Dr. Allan: Yeah, no, I agree wholeheartedly there. I guess we were introduced as experts, but I see myself as a lymphoma doctor, honestly. And so, typically, these CLL experts are people that are caring for heme malignancies, in general, with a focus on CLL. Because obviously CLL is still a relatively rare disease, 20,000 cases diagnosed each year, 200,000 patients living in the US with the disease. So, comparatively to other malignancies, it's relatively rare.
Where Dr. Rogers and I kind of differentiate ourselves is that while we treat heme malignancies, lymphomas, and other leukemias, we participate in those clinical trials. We have experience managing these new drugs, and we do have a large body of patients to derive our experience from to understand the biology, as well as these toxicities of these new drugs, et cetera.
Esther Schorr: Well, I hope it's fair to say that if someone is living in a place where they know they need to see a specialist like either of you and they're not in your proximity, that if there is a local hematologist-oncologist near them, that there can be some connection in consultation with somebody, with the kind of expertise that you have.
Dr. Rogers: Oh yeah, I always like to say it's not like cheating, you can have more than one hematologist. You can't have two that are in charge of doing the same treatment at the same time, but I love working with people that take care of... I see CLL, and then hairy cell leukemia as most of my patients, and hairy cell is much rarer than CLL. So, the majority of patients I take care of are CLL patients. So, I love working with people that have a more broad experience. So, it's not like cheating, you can have two people, and usually it goes better if they know about each other and talk to each other.

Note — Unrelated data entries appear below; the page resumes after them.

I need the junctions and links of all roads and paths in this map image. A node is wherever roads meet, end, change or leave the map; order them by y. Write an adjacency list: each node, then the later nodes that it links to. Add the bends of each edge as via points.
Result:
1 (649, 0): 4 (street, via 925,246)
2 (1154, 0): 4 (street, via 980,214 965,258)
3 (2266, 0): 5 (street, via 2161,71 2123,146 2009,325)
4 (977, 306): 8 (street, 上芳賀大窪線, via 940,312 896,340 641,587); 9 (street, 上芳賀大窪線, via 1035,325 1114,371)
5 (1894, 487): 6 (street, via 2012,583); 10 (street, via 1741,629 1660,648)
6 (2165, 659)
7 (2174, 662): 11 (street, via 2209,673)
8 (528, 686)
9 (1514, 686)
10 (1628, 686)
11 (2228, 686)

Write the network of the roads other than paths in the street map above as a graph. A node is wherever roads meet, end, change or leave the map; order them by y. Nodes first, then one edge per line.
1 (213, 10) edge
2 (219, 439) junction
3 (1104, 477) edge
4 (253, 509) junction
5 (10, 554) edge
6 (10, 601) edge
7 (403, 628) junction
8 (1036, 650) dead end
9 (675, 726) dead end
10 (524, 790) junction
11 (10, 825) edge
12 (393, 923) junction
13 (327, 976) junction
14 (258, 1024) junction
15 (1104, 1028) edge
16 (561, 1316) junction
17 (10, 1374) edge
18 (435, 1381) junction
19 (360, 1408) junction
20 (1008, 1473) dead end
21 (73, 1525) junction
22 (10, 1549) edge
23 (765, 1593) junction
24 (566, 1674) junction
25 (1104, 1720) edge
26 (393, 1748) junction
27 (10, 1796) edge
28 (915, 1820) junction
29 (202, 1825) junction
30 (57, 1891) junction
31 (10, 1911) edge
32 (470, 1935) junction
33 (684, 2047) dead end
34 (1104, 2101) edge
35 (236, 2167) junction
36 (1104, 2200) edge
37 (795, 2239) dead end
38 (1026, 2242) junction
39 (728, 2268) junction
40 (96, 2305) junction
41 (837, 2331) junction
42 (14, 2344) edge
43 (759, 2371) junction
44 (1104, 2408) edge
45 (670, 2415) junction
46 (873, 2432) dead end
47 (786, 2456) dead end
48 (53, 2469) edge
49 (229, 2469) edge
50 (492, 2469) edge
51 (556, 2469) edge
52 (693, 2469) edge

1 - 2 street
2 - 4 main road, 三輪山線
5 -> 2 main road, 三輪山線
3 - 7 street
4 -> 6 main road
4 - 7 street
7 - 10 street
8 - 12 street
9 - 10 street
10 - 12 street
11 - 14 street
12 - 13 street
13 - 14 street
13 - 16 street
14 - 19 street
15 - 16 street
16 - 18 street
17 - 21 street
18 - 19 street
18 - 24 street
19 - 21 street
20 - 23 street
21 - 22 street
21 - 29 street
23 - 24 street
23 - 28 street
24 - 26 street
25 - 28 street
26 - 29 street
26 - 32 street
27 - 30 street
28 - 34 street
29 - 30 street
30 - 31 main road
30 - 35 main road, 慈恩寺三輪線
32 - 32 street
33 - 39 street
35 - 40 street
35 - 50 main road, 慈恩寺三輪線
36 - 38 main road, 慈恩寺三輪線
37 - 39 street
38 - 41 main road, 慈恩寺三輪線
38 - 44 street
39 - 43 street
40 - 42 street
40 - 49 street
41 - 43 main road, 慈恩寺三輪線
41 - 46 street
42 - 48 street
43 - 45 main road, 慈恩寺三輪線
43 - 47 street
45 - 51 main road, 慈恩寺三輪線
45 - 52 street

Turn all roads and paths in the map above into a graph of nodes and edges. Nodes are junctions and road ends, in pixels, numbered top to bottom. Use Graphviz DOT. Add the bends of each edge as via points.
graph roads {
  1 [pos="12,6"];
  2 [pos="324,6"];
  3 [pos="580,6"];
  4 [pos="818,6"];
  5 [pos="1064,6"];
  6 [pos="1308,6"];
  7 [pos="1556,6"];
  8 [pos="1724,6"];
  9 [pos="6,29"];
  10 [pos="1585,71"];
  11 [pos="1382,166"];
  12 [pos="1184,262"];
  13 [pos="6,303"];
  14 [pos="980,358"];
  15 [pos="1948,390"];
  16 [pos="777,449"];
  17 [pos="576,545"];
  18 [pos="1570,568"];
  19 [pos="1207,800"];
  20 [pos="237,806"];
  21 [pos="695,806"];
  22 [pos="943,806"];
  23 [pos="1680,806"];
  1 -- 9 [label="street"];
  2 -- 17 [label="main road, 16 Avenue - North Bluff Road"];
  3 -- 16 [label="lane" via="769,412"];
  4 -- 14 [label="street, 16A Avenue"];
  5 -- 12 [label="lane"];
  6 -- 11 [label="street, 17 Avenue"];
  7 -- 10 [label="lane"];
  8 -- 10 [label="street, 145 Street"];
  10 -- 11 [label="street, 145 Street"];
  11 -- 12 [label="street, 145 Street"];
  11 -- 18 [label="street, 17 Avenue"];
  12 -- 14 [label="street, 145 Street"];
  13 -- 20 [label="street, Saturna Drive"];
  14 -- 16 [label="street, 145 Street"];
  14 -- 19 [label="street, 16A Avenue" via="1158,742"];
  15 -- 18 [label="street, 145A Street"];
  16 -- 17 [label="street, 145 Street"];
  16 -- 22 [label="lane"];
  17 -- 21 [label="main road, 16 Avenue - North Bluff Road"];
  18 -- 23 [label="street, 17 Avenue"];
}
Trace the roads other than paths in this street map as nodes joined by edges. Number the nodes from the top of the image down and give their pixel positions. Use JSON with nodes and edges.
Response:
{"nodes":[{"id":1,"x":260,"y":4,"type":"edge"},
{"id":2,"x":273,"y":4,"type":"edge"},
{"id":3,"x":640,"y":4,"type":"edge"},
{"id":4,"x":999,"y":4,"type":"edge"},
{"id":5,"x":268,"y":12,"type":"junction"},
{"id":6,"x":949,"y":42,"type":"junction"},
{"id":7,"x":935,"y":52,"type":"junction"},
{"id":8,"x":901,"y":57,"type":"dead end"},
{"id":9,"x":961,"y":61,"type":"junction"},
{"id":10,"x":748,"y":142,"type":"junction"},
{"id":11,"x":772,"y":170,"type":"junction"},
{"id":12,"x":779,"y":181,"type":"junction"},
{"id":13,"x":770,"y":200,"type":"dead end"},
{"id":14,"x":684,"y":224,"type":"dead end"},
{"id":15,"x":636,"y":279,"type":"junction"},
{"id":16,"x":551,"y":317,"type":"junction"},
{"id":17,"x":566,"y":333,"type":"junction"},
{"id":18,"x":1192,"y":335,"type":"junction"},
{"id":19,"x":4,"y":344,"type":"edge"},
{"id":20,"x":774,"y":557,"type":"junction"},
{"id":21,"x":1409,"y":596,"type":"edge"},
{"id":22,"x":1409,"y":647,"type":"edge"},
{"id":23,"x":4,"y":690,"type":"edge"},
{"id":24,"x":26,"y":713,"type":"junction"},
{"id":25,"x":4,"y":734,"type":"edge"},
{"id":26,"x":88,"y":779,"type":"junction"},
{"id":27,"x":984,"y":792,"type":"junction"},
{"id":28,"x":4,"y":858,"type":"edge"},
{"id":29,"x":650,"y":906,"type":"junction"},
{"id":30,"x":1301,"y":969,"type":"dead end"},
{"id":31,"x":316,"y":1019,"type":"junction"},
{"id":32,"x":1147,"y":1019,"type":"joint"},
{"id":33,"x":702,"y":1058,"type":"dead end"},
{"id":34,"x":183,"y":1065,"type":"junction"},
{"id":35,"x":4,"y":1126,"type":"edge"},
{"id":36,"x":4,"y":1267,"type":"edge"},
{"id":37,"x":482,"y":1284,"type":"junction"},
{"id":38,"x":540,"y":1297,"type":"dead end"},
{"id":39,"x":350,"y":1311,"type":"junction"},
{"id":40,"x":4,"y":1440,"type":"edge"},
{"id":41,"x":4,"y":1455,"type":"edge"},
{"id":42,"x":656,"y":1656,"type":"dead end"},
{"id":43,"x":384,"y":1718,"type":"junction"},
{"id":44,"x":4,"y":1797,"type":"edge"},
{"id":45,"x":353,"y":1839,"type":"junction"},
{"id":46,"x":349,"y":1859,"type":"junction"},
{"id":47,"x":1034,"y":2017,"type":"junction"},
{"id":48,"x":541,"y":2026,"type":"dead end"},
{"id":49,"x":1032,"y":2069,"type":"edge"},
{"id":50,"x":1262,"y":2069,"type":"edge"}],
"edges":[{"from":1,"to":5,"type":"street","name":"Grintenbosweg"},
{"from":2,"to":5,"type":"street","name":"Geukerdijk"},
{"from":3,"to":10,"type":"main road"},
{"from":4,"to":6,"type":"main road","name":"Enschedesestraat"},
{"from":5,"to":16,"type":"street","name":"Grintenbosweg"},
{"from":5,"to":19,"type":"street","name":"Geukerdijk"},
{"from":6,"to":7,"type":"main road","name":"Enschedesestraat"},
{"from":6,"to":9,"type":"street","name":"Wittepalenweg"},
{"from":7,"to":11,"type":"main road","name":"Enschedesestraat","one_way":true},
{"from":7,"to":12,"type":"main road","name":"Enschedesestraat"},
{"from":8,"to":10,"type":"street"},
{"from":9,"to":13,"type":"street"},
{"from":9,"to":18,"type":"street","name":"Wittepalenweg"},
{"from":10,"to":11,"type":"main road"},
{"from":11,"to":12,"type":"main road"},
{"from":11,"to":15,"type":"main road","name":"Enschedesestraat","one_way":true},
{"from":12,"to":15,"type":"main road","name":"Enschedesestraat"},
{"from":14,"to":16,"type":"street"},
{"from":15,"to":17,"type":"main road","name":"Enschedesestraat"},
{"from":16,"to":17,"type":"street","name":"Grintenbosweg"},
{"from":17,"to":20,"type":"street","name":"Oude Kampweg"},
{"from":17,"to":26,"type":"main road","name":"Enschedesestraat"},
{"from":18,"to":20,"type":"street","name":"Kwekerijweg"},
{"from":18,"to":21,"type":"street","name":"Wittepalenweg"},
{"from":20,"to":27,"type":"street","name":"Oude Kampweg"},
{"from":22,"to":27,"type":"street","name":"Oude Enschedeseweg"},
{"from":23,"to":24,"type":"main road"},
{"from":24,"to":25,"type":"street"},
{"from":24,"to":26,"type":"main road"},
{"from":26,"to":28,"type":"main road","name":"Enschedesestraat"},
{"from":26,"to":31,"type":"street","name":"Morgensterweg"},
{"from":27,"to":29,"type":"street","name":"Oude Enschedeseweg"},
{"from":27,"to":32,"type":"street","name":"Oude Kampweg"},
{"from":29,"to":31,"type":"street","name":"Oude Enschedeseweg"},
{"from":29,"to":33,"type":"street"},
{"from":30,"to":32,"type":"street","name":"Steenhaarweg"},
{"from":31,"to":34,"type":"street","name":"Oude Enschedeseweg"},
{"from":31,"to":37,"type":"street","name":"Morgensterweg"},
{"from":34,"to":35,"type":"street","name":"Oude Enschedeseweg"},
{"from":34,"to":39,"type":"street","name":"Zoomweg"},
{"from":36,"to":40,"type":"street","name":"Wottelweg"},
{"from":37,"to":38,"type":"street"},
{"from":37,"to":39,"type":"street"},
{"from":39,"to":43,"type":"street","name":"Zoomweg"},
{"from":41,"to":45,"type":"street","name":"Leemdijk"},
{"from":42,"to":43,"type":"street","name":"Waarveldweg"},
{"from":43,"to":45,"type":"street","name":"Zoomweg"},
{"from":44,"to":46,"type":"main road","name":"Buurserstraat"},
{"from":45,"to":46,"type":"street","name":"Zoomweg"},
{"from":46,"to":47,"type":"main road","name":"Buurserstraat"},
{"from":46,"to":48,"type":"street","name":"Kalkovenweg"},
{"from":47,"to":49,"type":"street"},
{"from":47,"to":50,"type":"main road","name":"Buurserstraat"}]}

Esther Schorr: Of course. So, I know, Michele, we're basically out of time. I know there were questions that we didn't get to for those of you in the audience, and what we're going to do is collect those, and whether we ask Dr. Rogers, or Dr. Allan to answer them afterwards, we'll try to get answers to them, and post them on our website. So, we'll capture those, and thank you for sending them in. So, Michele, want to wrap up here?
Michele Nadeem-Baker: Thank you both for joining us. Dr. Kerry Rogers, thank you so much, and Dr. John Allan, we look forward to seeing you again here at Patient Power.
Esther Schorr: And to all of you that are watching, please remember that knowledge is always the best medicine.